====== EXERCISE INPUTS

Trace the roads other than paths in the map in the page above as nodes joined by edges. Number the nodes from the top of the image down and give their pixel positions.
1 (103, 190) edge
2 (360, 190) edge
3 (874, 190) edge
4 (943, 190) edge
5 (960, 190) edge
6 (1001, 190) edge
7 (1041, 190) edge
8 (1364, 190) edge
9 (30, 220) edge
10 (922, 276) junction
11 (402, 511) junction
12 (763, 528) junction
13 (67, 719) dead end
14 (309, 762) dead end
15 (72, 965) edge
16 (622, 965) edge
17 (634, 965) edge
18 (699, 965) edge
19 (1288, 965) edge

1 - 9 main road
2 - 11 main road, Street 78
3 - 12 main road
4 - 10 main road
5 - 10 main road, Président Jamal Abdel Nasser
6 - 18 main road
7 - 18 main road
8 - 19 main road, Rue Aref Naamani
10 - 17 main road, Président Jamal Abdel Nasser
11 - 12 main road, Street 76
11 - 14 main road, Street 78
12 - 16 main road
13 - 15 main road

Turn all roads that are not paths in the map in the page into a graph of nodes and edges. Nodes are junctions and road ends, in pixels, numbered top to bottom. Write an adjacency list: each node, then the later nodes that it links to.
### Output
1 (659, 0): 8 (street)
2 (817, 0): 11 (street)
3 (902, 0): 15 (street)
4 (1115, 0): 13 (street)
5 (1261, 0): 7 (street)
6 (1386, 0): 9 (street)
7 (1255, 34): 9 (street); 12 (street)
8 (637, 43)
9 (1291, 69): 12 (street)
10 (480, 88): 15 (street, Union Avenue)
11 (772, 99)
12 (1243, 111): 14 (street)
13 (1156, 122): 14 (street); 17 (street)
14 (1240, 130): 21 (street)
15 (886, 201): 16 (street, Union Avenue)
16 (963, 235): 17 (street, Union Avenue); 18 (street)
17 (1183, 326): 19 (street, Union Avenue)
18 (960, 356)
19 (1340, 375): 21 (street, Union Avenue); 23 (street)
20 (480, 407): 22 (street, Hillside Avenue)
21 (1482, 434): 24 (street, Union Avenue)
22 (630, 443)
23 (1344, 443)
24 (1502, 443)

============

Write out each entry again, word for word.

Trace the roads other than paths in the map in the page above as nodes joined by edges. Number the nodes from the top of the image down and give their pixel positions.
1 (103, 190) edge
2 (360, 190) edge
3 (874, 190) edge
4 (943, 190) edge
5 (960, 190) edge
6 (1001, 190) edge
7 (1041, 190) edge
8 (1364, 190) edge
9 (30, 220) edge
10 (922, 276) junction
11 (402, 511) junction
12 (763, 528) junction
13 (67, 719) dead end
14 (309, 762) dead end
15 (72, 965) edge
16 (622, 965) edge
17 (634, 965) edge
18 (699, 965) edge
19 (1288, 965) edge

1 - 9 main road
2 - 11 main road, Street 78
3 - 12 main road
4 - 10 main road
5 - 10 main road, Président Jamal Abdel Nasser
6 - 18 main road
7 - 18 main road
8 - 19 main road, Rue Aref Naamani
10 - 17 main road, Président Jamal Abdel Nasser
11 - 12 main road, Street 76
11 - 14 main road, Street 78
12 - 16 main road
13 - 15 main road

Turn all roads that are not paths in the map in the page into a graph of nodes and edges. Nodes are junctions and road ends, in pixels, numbered top to bottom. Write an adjacency list: each node, then the later nodes that it links to.
### Output
1 (659, 0): 8 (street)
2 (817, 0): 11 (street)
3 (902, 0): 15 (street)
4 (1115, 0): 13 (street)
5 (1261, 0): 7 (street)
6 (1386, 0): 9 (street)
7 (1255, 34): 9 (street); 12 (street)
8 (637, 43)
9 (1291, 69): 12 (street)
10 (480, 88): 15 (street, Union Avenue)
11 (772, 99)
12 (1243, 111): 14 (street)
13 (1156, 122): 14 (street); 17 (street)
14 (1240, 130): 21 (street)
15 (886, 201): 16 (street, Union Avenue)
16 (963, 235): 17 (street, Union Avenue); 18 (street)
17 (1183, 326): 19 (street, Union Avenue)
18 (960, 356)
19 (1340, 375): 21 (street, Union Avenue); 23 (street)
20 (480, 407): 22 (street, Hillside Avenue)
21 (1482, 434): 24 (street, Union Avenue)
22 (630, 443)
23 (1344, 443)
24 (1502, 443)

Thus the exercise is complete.